> **The problem**: The response must contain every line from the records below that has "Panoramica".

> **Task data**:
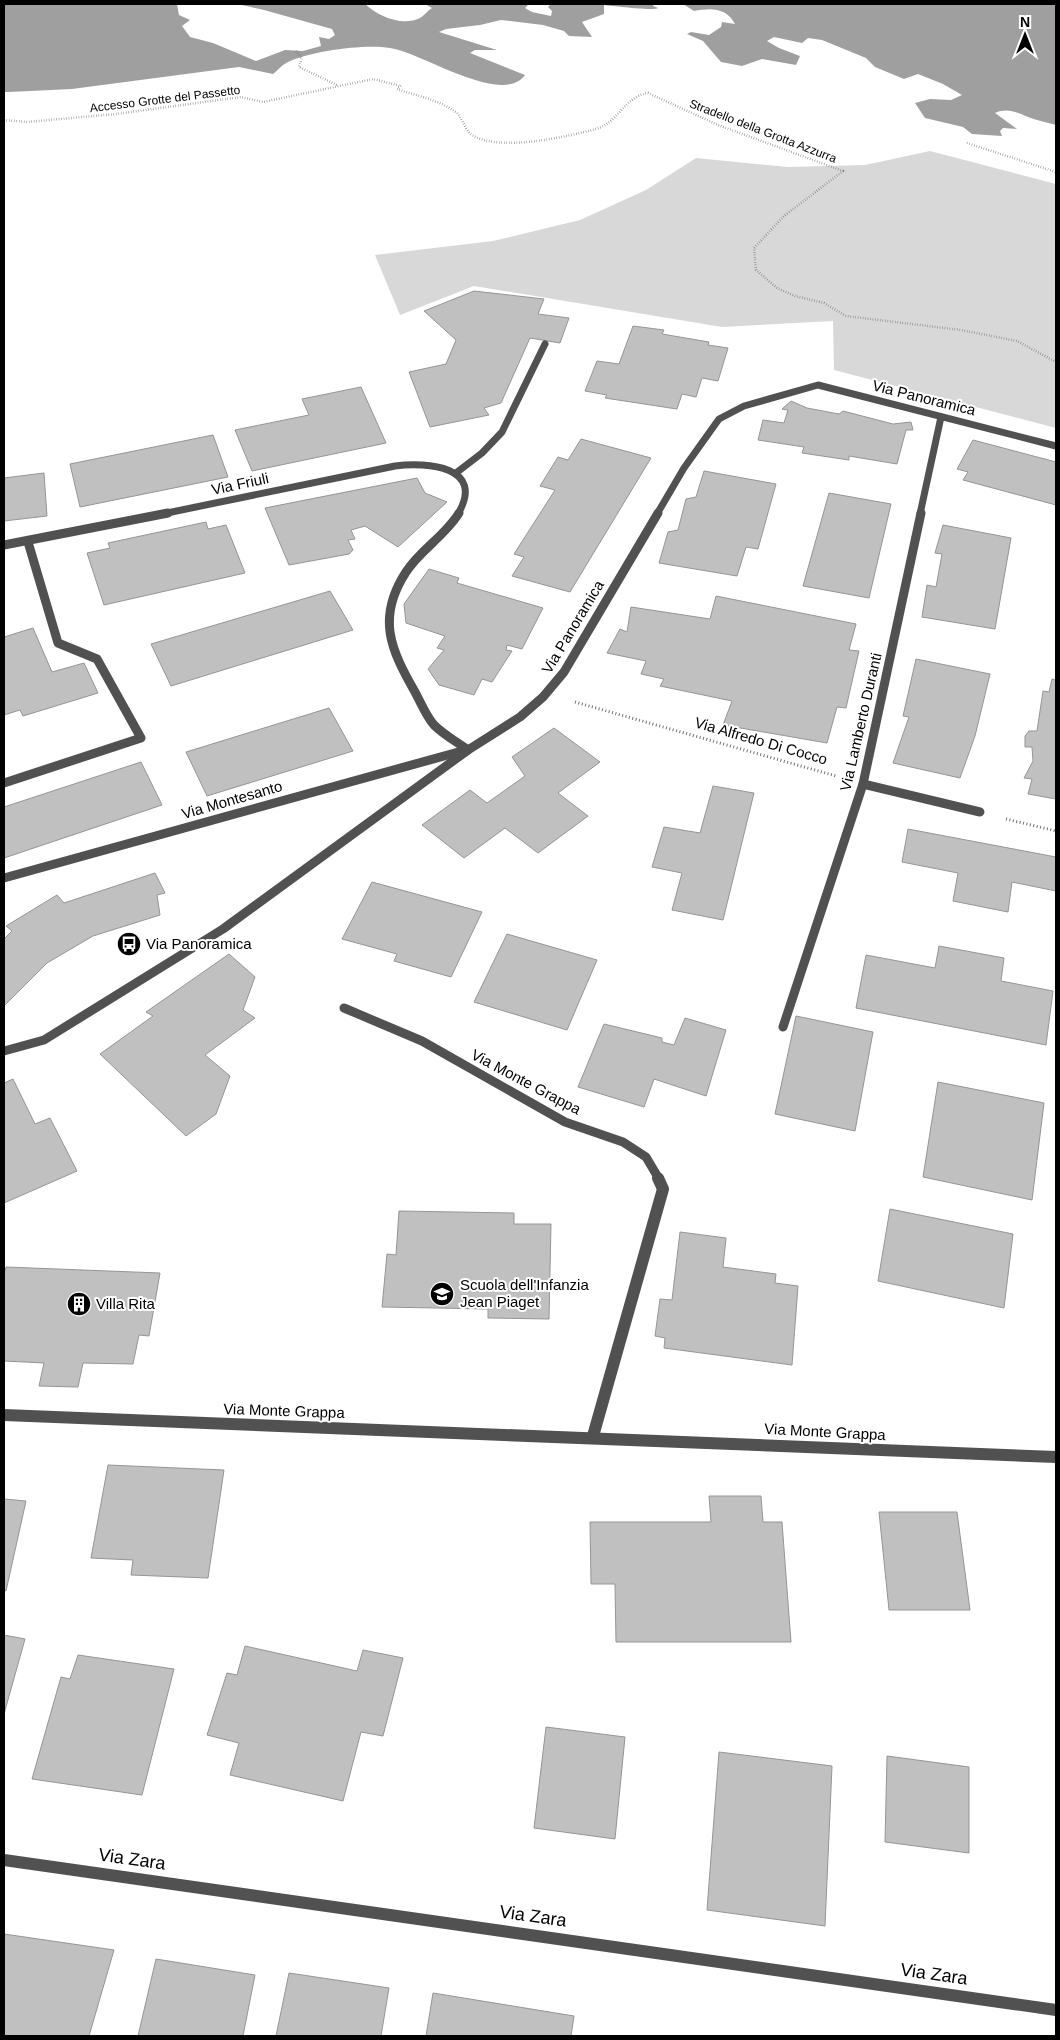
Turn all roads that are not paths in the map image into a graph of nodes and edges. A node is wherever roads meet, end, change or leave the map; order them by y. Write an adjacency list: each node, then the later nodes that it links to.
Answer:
1 (545, 344): 4 (street)
2 (941, 417): 3 (street, Via Panoramica); 7 (street, Via Panoramica); 9 (street, Via Lamberto Duranti)
3 (1056, 446)
4 (456, 473): 5 (street, Via Friuli); 7 (street)
5 (28, 542): 6 (street, Via Friuli); 8 (street)
6 (4, 546)
7 (468, 750): 11 (street, Via Montesanto); 14 (street, Via Panoramica)
8 (4, 783)
9 (863, 784): 10 (street); 13 (street, Via Lamberto Duranti)
10 (980, 812)
11 (4, 878)
12 (344, 1008): 16 (street, Via Monte Grappa)
13 (783, 1027)
14 (4, 1051)
15 (4, 1415): 16 (street, Via Monte Grappa)
16 (593, 1436): 17 (street, Via Monte Grappa)
17 (1056, 1457)
18 (4, 1860): 19 (street, Via Zara)
19 (1056, 2010)

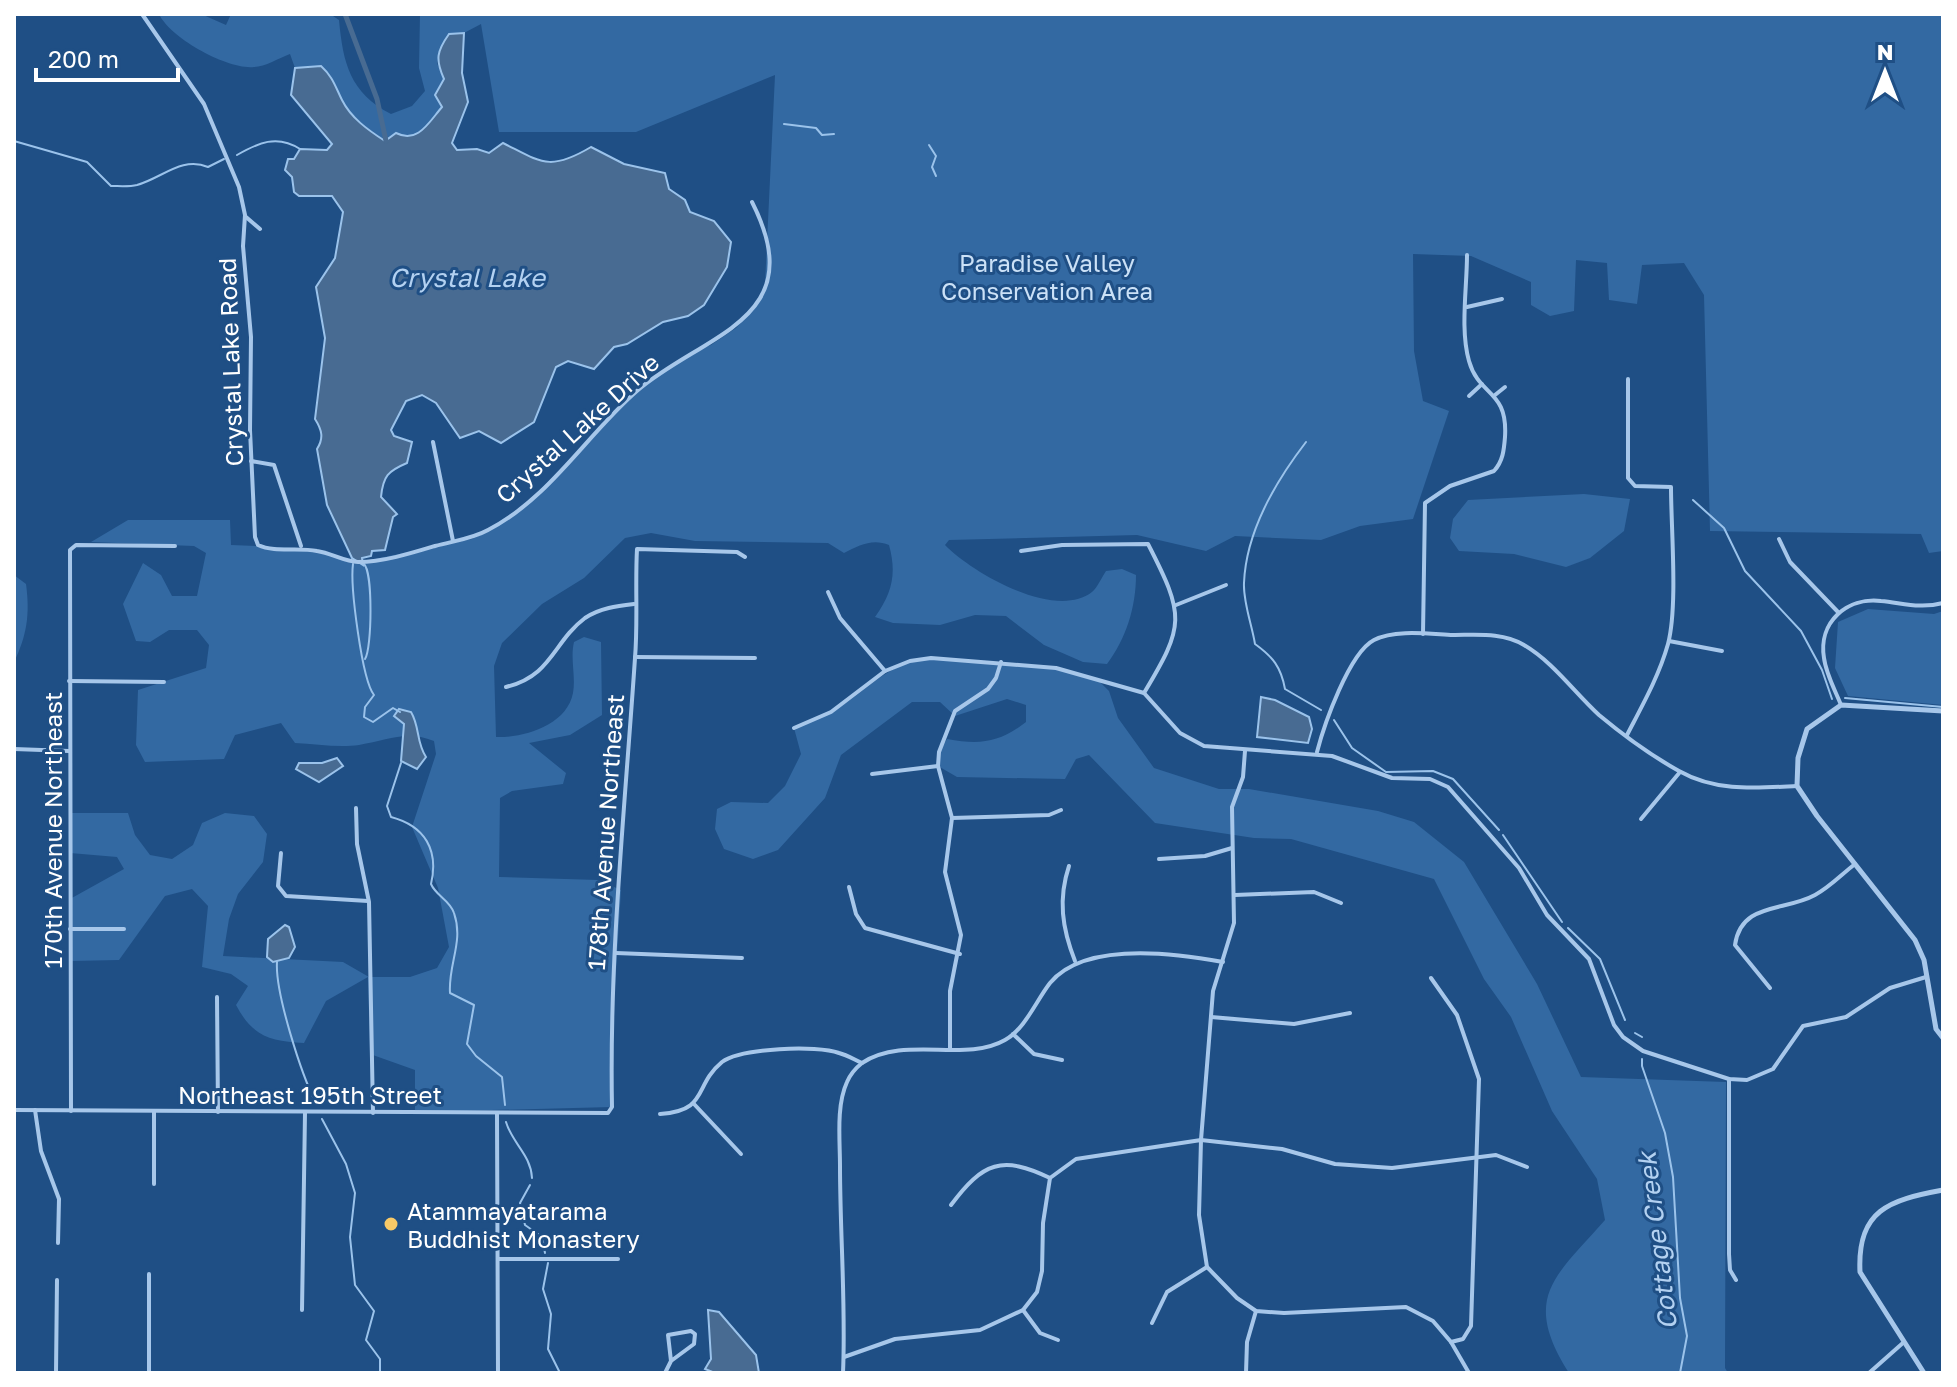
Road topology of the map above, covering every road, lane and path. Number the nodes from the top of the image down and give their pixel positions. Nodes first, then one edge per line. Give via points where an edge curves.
1 (142, 14) edge
2 (752, 202) dead end
3 (245, 215) junction
4 (260, 229) dead end
5 (1467, 255) dead end
6 (1502, 299) dead end
7 (1467, 307) junction
8 (1628, 379) dead end
9 (1482, 384) junction
10 (1505, 387) dead end
11 (1495, 395) junction
12 (1469, 396) dead end
13 (433, 442) dead end
14 (251, 461) junction
15 (1779, 539) dead end
16 (453, 541) junction
17 (442, 544) joint
18 (175, 546) dead end
19 (301, 548) junction
20 (1021, 551) dead end
21 (745, 557) dead end
22 (1226, 585) dead end
23 (828, 592) dead end
24 (1943, 603) edge
25 (634, 604) junction
26 (1176, 605) junction
27 (1838, 612) junction
28 (1423, 634) junction
29 (1669, 641) junction
30 (1722, 651) dead end
31 (635, 657) junction
32 (755, 658) dead end
33 (1001, 662) junction
34 (885, 671) junction
35 (69, 681) junction
36 (164, 682) dead end
37 (506, 687) dead end
38 (1144, 693) junction
39 (1841, 705) junction
40 (1943, 711) edge
41 (794, 728) dead end
42 (1627, 735) junction
43 (14, 749) edge
44 (69, 751) junction
45 (1245, 751) junction
46 (1317, 753) junction
47 (938, 766) junction
48 (1680, 772) junction
49 (872, 774) dead end
50 (1797, 786) junction
51 (356, 808) dead end
52 (1061, 810) dead end
53 (952, 818) junction
54 (1641, 819) dead end
55 (1232, 848) junction
56 (281, 853) dead end
57 (1159, 859) dead end
58 (1855, 864) junction
59 (1069, 866) dead end
60 (849, 887) dead end
61 (1235, 895) junction
62 (369, 901) junction
63 (1341, 903) dead end
64 (70, 929) junction
65 (124, 929) dead end
66 (616, 953) junction
67 (960, 954) junction
68 (742, 958) dead end
69 (1075, 961) junction
70 (1223, 962) junction
71 (1926, 977) junction
72 (1431, 978) dead end
73 (1770, 988) dead end
74 (217, 997) dead end
75 (1350, 1013) dead end
76 (1211, 1017) junction
77 (1013, 1034) junction
78 (1943, 1038) edge
79 (950, 1048) junction
80 (1062, 1060) dead end
81 (862, 1063) junction
82 (1729, 1079) junction
83 (694, 1104) junction
84 (14, 1110) edge
85 (35, 1110) junction
86 (71, 1111) junction
87 (154, 1111) junction
88 (218, 1112) junction
89 (305, 1113) junction
90 (373, 1113) junction
91 (497, 1114) junction
92 (605, 1114) joint
93 (660, 1114) dead end
94 (1201, 1140) junction
95 (741, 1154) dead end
96 (1475, 1155) junction
97 (1527, 1167) dead end
98 (1050, 1178) junction
99 (154, 1184) dead end
100 (1943, 1190) edge
101 (951, 1205) dead end
102 (58, 1243) dead end
103 (498, 1259) junction
104 (618, 1259) dead end
105 (1207, 1267) junction
106 (149, 1274) dead end
107 (57, 1280) dead end
108 (1736, 1280) dead end
109 (302, 1310) dead end
110 (1023, 1310) junction
111 (1256, 1311) junction
112 (1152, 1323) dead end
113 (1058, 1340) dead end
114 (1451, 1342) junction
115 (1904, 1342) junction
116 (844, 1358) junction
117 (671, 1361) junction
118 (56, 1373) edge
119 (149, 1373) edge
120 (498, 1373) edge
121 (665, 1373) edge
122 (843, 1373) edge
123 (1246, 1373) edge
124 (1469, 1373) edge
125 (1869, 1373) edge
126 (1924, 1373) edge

1 - 3 street, Crystal Lake Road via 204,104 233,169
2 - 16 street, Crystal Lake Drive via 768,242 758,304 736,328 637,391 534,496 491,529
3 - 4 street
3 - 14 street, Crystal Lake Road
5 - 7 street
6 - 7 street
7 - 9 street via 1469,361
8 - 29 street via 1628,478 1635,486 1671,487
9 - 11 street
9 - 12 street
10 - 11 street
11 - 28 street via 1506,419 1501,463 1425,503
13 - 16 street
14 - 19 street via 268,462 276,469
14 - 19 street, Crystal Lake Road via 256,542 266,548
15 - 27 street via 1790,562
16 - 17 street, Crystal Lake Drive
17 - 19 street, Crystal Lake Road via 362,562
18 - 35 street, 170th Avenue Northeast via 76,545 70,550
20 - 26 street via 1148,544
21 - 25 street, 178th Avenue Northeast via 737,552 637,549
22 - 26 street
23 - 34 street via 840,618
24 - 27 street via 1926,607 1866,601
25 - 31 street, 178th Avenue Northeast
25 - 37 street via 585,619 546,666
26 - 38 street via 1173,643
27 - 39 street via 1823,647
28 - 42 street via 1500,636 1523,644
28 - 46 street via 1373,640 1360,653 1325,722
29 - 30 street
29 - 42 street
31 - 32 street
31 - 66 street, 178th Avenue Northeast
33 - 34 street via 931,658
33 - 38 street via 1056,668
33 - 47 street via 988,689 955,711 941,742
34 - 41 street via 831,712
35 - 36 street
35 - 44 street, 170th Avenue Northeast
38 - 45 street via 1191,741
39 - 40 street
39 - 50 street via 1807,729
42 - 48 street
43 - 44 street
44 - 64 street, 170th Avenue Northeast
45 - 46 street
45 - 55 street via 1232,807
46 - 82 street via 1392,778 1430,779 1456,795 1519,868 1547,915 1589,959 1617,1028 1643,1051
47 - 49 street
47 - 53 street
48 - 50 street via 1714,786
48 - 54 street
50 - 58 street
51 - 62 street
52 - 53 street via 1049,815
53 - 67 street via 945,872 959,918
55 - 57 street
55 - 61 street
56 - 62 street via 278,886 286,896
58 - 71 street via 1915,940
58 - 73 street via 1817,895 1750,915 1737,928 1735,945
59 - 69 street via 1060,893
60 - 67 street via 865,928
61 - 63 street via 1314,892
61 - 70 street
62 - 90 street
64 - 65 street
64 - 86 street, 170th Avenue Northeast
66 - 68 street
66 - 92 street, 178th Avenue Northeast via 612,1107
67 - 79 street via 950,991
69 - 70 street via 1189,956
69 - 77 street via 1053,980
70 - 76 street
71 - 78 street via 1936,1029
71 - 82 street via 1890,988 1839,1020 1803,1026 1773,1069 1762,1076
72 - 96 street via 1457,1015 1479,1079
74 - 88 street
75 - 76 street via 1294,1024
76 - 94 street
77 - 79 street via 990,1046
77 - 80 street via 1034,1054
79 - 81 street via 896,1052
81 - 83 street via 823,1050 741,1055 717,1067
81 - 116 street via 847,1082 840,1125
82 - 108 street via 1729,1254
83 - 93 street via 680,1113
83 - 95 street
84 - 85 street, Northeast 195th Street
85 - 86 street, Northeast 195th Street
85 - 102 street via 41,1151 59,1199
86 - 87 street, Northeast 195th Street
87 - 88 street, Northeast 195th Street
87 - 99 street
88 - 89 street, Northeast 195th Street
89 - 90 street, Northeast 195th Street
89 - 109 street
90 - 91 street, Northeast 195th Street
91 - 92 street, Northeast 195th Street
91 - 103 street
94 - 96 street via 1266,1147 1335,1164 1392,1168
94 - 98 street via 1076,1159
94 - 105 street via 1199,1215
96 - 97 street via 1496,1155
96 - 114 street via 1471,1326 1463,1339
98 - 101 street via 1028,1166 999,1164 974,1177
98 - 110 street via 1042,1271 1037,1292
100 - 115 street via 1889,1205 1868,1222 1861,1238 1860,1272
103 - 104 street
103 - 120 street
105 - 111 street
105 - 112 street via 1167,1292
106 - 119 street
107 - 118 street
110 - 113 street via 1040,1333
110 - 116 street via 980,1330 895,1339
111 - 114 street via 1406,1307 1433,1321
111 - 123 street
114 - 124 street
115 - 125 street
115 - 126 street
116 - 122 street
117 - 117 street via 668,1335 695,1334 692,1348
117 - 121 street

> **Answer area**:
2 (941, 417): 3 (street, Via Panoramica); 7 (street, Via Panoramica); 9 (street, Via Lamberto Duranti)
7 (468, 750): 11 (street, Via Montesanto); 14 (street, Via Panoramica)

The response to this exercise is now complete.